▶ Description of the task
Each line of the data has to be transcribed exactly.

Collected data entries:

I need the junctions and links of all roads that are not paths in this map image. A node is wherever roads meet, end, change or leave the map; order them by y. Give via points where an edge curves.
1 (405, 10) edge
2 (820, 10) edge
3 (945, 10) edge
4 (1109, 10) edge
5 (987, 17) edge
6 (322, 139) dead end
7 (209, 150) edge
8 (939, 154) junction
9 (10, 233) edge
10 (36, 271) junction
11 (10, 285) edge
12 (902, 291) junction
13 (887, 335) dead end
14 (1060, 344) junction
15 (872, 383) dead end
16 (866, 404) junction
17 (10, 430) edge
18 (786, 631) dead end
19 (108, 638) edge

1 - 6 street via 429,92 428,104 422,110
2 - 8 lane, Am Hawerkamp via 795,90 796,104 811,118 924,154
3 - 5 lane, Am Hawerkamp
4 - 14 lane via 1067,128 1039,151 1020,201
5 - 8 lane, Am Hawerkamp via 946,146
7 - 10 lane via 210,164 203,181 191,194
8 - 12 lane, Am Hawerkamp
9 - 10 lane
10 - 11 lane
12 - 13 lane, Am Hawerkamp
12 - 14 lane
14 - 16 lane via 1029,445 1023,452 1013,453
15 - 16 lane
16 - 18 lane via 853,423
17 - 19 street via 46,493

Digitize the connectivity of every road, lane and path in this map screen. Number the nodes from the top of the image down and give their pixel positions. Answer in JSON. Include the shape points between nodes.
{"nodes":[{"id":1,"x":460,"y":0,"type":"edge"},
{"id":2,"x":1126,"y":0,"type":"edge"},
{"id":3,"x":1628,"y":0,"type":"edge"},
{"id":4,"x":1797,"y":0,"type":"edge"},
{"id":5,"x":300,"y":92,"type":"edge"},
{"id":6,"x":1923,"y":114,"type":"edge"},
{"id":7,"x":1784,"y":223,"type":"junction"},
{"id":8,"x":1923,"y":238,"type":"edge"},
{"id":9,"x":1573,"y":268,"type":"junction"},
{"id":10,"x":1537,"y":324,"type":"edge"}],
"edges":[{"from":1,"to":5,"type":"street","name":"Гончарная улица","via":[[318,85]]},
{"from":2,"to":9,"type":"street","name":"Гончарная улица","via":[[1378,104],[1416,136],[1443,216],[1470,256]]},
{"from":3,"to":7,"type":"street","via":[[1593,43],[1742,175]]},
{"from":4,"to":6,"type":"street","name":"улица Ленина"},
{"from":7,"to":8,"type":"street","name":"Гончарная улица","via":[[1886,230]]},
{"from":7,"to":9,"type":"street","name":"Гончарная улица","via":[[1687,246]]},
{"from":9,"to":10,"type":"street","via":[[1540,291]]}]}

▶ Answer area
I need the junctions and links of all roads that are not paths in this map image. A node is wherever roads meet, end, change or leave the map; order them by y. Give via points where an edge curves.
1 (405, 10) edge
2 (820, 10) edge
3 (945, 10) edge
4 (1109, 10) edge
5 (987, 17) edge
6 (322, 139) dead end
7 (209, 150) edge
8 (939, 154) junction
9 (10, 233) edge
10 (36, 271) junction
11 (10, 285) edge
12 (902, 291) junction
13 (887, 335) dead end
14 (1060, 344) junction
15 (872, 383) dead end
16 (866, 404) junction
17 (10, 430) edge
18 (786, 631) dead end
19 (108, 638) edge

1 - 6 street via 429,92 428,104 422,110
2 - 8 lane, Am Hawerkamp via 795,90 796,104 811,118 924,154
3 - 5 lane, Am Hawerkamp
4 - 14 lane via 1067,128 1039,151 1020,201
5 - 8 lane, Am Hawerkamp via 946,146
7 - 10 lane via 210,164 203,181 191,194
8 - 12 lane, Am Hawerkamp
9 - 10 lane
10 - 11 lane
12 - 13 lane, Am Hawerkamp
12 - 14 lane
14 - 16 lane via 1029,445 1023,452 1013,453
15 - 16 lane
16 - 18 lane via 853,423
17 - 19 street via 46,493

Digitize the connectivity of every road, lane and path in this map screen. Number the nodes from the top of the image down and give their pixel positions. Answer in JSON. Include the shape points between nodes.
{"nodes":[{"id":1,"x":460,"y":0,"type":"edge"},
{"id":2,"x":1126,"y":0,"type":"edge"},
{"id":3,"x":1628,"y":0,"type":"edge"},
{"id":4,"x":1797,"y":0,"type":"edge"},
{"id":5,"x":300,"y":92,"type":"edge"},
{"id":6,"x":1923,"y":114,"type":"edge"},
{"id":7,"x":1784,"y":223,"type":"junction"},
{"id":8,"x":1923,"y":238,"type":"edge"},
{"id":9,"x":1573,"y":268,"type":"junction"},
{"id":10,"x":1537,"y":324,"type":"edge"}],
"edges":[{"from":1,"to":5,"type":"street","name":"Гончарная улица","via":[[318,85]]},
{"from":2,"to":9,"type":"street","name":"Гончарная улица","via":[[1378,104],[1416,136],[1443,216],[1470,256]]},
{"from":3,"to":7,"type":"street","via":[[1593,43],[1742,175]]},
{"from":4,"to":6,"type":"street","name":"улица Ленина"},
{"from":7,"to":8,"type":"street","name":"Гончарная улица","via":[[1886,230]]},
{"from":7,"to":9,"type":"street","name":"Гончарная улица","via":[[1687,246]]},
{"from":9,"to":10,"type":"street","via":[[1540,291]]}]}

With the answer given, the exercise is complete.